Here is a visual example of the same logic, but on a much smaller scale and creating an inverted pyramid. This is a 40X50. Some of the random generated features are not visible at this small of scale, but you can see that certain tiles are replaced with “walls”. The trick I use to determine which tiles to delete is rather simple approach. Since I only want to delete the tiles I know that will change I do a 4 coordinate to get the outer edge and designate these as tiles to be replaced with walls. The designate is a rather odd mechanic, but I’m simply setting them to a specific height I use a token to delete them. Which means I have to iterate through all of the instances again. This is a lot of logic to perform on a 200X200, but it seems like there is not much you can do with instanced static mesh components. I would assume trying to do this with non instanced meshes would make matters worse but I haven’t tested this yet. My understanding of instances static meshes were efficient for mass usage, but at the loss of some accessibility to single out a specific instance.

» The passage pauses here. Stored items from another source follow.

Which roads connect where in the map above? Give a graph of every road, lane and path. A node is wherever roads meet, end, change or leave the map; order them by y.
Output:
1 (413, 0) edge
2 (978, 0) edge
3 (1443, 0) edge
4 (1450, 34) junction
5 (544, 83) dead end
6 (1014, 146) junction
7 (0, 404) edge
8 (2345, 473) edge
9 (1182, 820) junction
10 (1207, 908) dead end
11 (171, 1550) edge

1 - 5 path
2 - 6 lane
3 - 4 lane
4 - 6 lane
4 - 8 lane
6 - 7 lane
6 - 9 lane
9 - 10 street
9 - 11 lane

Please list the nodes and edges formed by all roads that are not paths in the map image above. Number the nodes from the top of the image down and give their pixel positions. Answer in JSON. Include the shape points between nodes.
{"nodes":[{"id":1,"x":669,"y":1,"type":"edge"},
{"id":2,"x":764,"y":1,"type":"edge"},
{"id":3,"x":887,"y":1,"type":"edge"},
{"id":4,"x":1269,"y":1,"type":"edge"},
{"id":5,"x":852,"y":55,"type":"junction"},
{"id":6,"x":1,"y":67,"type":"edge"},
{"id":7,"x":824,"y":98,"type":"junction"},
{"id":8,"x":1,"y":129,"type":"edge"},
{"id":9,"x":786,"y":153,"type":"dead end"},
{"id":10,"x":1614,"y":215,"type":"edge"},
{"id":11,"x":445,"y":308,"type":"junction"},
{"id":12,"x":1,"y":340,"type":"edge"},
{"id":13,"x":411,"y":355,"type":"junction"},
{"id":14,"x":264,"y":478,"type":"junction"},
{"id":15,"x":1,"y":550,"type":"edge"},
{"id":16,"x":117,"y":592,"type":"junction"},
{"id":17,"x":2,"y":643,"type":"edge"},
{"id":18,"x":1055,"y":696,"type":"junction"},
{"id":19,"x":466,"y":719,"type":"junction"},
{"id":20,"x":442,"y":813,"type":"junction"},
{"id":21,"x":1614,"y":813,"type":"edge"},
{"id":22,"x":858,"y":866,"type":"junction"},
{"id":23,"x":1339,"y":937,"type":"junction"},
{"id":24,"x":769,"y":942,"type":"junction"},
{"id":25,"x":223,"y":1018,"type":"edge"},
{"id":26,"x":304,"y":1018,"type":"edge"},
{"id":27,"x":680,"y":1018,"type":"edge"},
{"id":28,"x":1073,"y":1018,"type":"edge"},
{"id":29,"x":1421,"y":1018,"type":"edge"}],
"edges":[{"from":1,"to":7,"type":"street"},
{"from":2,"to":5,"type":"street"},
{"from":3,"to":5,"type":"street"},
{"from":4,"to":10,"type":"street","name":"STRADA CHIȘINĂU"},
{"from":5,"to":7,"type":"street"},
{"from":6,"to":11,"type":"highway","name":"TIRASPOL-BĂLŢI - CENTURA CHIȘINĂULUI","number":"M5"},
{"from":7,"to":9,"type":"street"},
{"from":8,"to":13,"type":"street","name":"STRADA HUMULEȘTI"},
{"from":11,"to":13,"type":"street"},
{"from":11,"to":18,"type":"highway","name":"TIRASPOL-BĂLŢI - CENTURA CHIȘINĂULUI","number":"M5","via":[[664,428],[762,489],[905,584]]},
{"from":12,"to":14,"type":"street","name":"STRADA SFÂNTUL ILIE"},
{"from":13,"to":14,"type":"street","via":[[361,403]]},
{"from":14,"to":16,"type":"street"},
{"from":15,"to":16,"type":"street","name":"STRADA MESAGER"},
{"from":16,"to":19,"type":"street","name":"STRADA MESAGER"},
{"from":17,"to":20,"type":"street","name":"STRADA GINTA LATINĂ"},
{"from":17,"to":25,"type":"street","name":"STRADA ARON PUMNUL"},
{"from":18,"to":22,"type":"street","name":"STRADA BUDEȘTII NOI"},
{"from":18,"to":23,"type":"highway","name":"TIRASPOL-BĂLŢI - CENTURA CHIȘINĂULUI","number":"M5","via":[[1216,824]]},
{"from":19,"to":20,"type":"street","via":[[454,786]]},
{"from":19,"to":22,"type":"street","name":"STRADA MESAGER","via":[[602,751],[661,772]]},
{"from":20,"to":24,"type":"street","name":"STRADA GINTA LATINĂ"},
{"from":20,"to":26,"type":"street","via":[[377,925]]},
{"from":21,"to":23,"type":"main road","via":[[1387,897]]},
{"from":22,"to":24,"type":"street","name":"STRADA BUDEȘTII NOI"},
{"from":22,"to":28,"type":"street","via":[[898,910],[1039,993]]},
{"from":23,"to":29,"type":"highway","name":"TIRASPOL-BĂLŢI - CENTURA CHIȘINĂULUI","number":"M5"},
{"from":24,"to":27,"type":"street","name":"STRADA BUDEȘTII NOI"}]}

By compile, you mean pressing the “Compile Button” in the editor, or do you mean generating your world?

Your 200x200 grid of meshes is truly flat? Does it have any kind of features that are calculated? Just doing math for some vectors and spawning 40,000 actors should be almost instant. If you are hitting play and it takes 10 seconds from that point, some of that may be the editor firing things up.

How much actual work is being done to generate your pyramid? I can generate somewhat realistic continents on 5000 tiles, taking around 2 billion iterations, in about 25 seconds. If you are just making a pyramid shape with some minor features that should be pretty quick.

Hey Zeustiak, thanks for the response.

I responded to the points of your post.

Both, I have my world gen logic on the constructor of an actor that I have spawned in the world. So every time I press the compile button it compiles and is generating the world.

The face of each tile is flat, but does have depth. The first world step of the world gen is to create a flat world of these tiles. This only takes a few seconds to perform by itself.

Yes features such as height of the tile and several checks to randomize wall tiles. I go into this more in depth in my posts above.

I receive this behavior as well, its only when Iterate through my instanced static mesh components to move/replace them does it tak

Since the world gen is happening during the compile then no real logic is occurring when I press play, in which i experience no delay what so ever.

I go more in depth of the process step by step in my above posts.